When baking, you need to change the oven temperature step by step based on how the unbaked cookie blanks change. The main goals are: "set the shape quickly to stop oil from spreading, and control temperature gently to keep the right color."


  1. Expansion & shaping stage: Use higher heat for both the bottom and top of the oven. (If the unbaked blanks are large, make the bottom heat a little hotter than the top heat.) The high temperature here helps the bottom of the blanks harden fast. This stops the cookies from spreading out (called "oil spreading") because the recipe has so much oil—and that helps the cookies keep their shape for the rest of the baking.
  2. Later baking stage: Once the blanks have set their shape, slowly lower both the bottom and top heat. Since the unbaked blanks don’t have much moisture to start with, they lose less water while baking. Lowering the temperature a bit does two good things: it makes sure the final cookies have the right amount of moisture, and it stops the cookie surfaces from turning too dark. This is especially useful if the recipe has extra ingredients like milk or eggs.

(II) Reference Process Numbers

In real baking (like in a factory), you need to adjust the oven temperature based on things like: how many extra ingredients are in the recipe, how big the unbaked blanks are, how thick or soft they are. Here are common reference numbers:


  • 1st baking area: About 250–300°C;

  • 2nd baking area: About 220–270°C;

  • 3rd baking area: About 180–200°C;

  • Total baking time with these temperatures: About 5–6 minutes.

III. Process Adjustments for Special Cases

For "basic soft biscuits" (ones with less oil, sugar, and extra ingredients), the recipe is different—so you need to tweak the process:

Changes in Dough & Unbaked Blanks

When making the dough for these basic cookies, you add a little more water. Even though you still try to limit wet gluten, the unbaked blanks end up with a bit more wet gluten than fancy soft biscuits (the ones with lots of extra ingredients). Also, these basic cookies don’t have small holes ("pinholes") on their surface.

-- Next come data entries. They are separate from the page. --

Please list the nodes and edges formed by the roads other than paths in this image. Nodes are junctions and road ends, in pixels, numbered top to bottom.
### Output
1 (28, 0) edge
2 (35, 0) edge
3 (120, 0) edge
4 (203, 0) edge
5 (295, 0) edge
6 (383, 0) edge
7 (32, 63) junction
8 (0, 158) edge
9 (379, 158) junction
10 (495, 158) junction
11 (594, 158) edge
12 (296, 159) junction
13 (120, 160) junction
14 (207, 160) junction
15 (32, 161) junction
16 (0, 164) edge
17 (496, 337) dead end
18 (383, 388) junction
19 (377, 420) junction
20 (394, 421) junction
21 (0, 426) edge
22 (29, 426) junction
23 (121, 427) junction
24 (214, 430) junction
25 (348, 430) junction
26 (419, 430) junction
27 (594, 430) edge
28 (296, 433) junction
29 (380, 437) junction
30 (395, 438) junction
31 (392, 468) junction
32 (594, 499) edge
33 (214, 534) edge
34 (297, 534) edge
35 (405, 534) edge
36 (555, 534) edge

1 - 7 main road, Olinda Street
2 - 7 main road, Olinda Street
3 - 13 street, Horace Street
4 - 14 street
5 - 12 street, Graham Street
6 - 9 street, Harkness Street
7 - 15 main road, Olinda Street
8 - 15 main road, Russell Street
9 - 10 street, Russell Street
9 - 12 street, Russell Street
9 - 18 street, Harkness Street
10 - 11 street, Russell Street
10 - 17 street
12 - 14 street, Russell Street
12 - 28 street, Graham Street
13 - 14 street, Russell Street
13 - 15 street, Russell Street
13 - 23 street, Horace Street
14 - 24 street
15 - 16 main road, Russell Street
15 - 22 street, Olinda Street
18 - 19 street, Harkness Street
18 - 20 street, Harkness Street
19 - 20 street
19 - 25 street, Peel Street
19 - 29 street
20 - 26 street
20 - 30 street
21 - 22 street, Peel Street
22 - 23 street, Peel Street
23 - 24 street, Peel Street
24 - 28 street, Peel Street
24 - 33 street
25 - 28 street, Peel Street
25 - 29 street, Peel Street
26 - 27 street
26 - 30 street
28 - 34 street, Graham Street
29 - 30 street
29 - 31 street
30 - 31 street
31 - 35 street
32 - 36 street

How to Adjust Baking Temperature for These Cases

  1. Stop "bubbling": When you put the unbaked blanks in the oven, if the top heat is too high right away, the cookie surfaces might puff up into bubbles. To fix this, move the high-temperature part of the 1st baking area a little later in the oven. This stops the surface from heating up too fast (which traps air inside and causes bubbles).
  2. Stop "sinking bottoms": How you adjust the bottom heat depends on what the cookies sit on in the oven (either a mesh belt or a steel belt):
    • If using a mesh belt: The blanks heat up evenly, so their bottoms usually don’t sink. No extra changes needed.

    • If using a steel belt: If the cookie bottoms start to sink, move the high-temperature part of the bottom heat a little later in the oven. This slows down how fast the bottom heats up—and fixes the sinking problem.